Casey Sherman, the 17-year-old lead organizer of the Parkland event, looked right at the bleachers behind the stage at her Marjory Stoneman Douglas peers and said, “Our voices do matter. Enough is enough.”
She then turned to the crowd and said, “This is not a moment. It’s a movement.” In front of me, a sea of toddlers and teens and parents and grandparents stood cheering for Casey. Behind me a crowd of people grew so large I couldn’t see the end.
And off to the side was a well thought out symbol of what will make change happen: a voter registration table.
When MSD student Adam Buckwald said, “The finish line of the march today is the starting line for our movement,” I believe him. When he said he and his fellow students in Parkland have started a flame that cannot be extinguished, I believe him. When I saw the students holding the MarchForOurLives banner and leading the march through the streets of Parkland shouting “enough is enough” with the adults following behind them, I know that change is coming.
In D.C., my daughter marched with a group of other future school teachers in hope that they can feel safe in their future classrooms and their students will only need to concern themselves with learning.
As a mother of three teenagers, I feel proud of what I saw in Parkland and what I saw when I watched televised replays of MarchForOurLives led by students around the country. As an mother of teenagers, I feel awed by the next generation. As a mother of teenagers, I want to support these determined young people who are our country’s future voters, lawmakers and political leaders. I will make them the promise they asked me to make. I will get informed and support ONLY those lawmakers who support the laws that make our schools safer than they are now.

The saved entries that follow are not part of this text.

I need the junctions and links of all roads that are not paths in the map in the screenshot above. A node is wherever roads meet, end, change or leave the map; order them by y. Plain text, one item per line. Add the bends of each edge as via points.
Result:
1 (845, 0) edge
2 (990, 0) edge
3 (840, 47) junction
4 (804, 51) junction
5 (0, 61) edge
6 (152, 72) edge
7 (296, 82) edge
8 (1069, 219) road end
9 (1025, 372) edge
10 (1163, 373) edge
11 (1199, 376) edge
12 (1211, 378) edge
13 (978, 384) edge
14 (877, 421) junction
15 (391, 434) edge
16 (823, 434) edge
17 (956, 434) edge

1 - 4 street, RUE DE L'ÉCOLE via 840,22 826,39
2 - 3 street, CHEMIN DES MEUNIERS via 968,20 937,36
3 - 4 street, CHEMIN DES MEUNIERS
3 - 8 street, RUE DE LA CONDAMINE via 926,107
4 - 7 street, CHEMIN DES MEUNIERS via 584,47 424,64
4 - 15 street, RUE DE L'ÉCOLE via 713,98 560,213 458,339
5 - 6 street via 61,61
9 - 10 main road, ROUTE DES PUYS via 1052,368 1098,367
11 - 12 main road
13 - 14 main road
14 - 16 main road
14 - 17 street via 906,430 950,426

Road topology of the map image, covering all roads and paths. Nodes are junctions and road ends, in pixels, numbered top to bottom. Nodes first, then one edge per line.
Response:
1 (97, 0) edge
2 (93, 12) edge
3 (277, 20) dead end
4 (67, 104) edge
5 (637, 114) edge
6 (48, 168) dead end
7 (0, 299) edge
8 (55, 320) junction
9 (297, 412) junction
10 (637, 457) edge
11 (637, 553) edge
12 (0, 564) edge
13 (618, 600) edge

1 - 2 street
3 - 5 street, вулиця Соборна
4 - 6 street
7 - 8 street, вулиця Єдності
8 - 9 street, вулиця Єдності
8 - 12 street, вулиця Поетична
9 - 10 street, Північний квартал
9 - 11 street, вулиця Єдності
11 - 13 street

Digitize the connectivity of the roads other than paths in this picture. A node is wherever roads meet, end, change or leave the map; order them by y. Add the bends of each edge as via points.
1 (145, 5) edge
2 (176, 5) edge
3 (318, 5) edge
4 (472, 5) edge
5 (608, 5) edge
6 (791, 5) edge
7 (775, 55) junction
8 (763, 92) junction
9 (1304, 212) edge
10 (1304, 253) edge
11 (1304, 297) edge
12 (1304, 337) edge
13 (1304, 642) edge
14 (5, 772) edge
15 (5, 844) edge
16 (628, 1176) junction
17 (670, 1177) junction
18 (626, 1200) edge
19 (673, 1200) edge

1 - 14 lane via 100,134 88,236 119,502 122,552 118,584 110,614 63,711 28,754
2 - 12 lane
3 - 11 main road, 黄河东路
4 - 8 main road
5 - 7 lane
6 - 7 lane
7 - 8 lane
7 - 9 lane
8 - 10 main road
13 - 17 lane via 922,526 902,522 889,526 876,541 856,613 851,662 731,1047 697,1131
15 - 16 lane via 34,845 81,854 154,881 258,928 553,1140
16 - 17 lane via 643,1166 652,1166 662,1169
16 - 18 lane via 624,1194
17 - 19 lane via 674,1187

Tony Montalto , father of Gina Montalto, one of the 17 Parkland school shooting victims, took the stage, looked around, and told the students before him, the battle for change is a marathon, not a sprint. But because of all of you, we are seeing steps in the right direction, he said. Then, he brought me to tears… he told the huge crowd before him that he had been convinced his talented, happy 14-year-old daughter would do great things and change the world. “In a way, with the help of this movement, I guess she still will,” he said.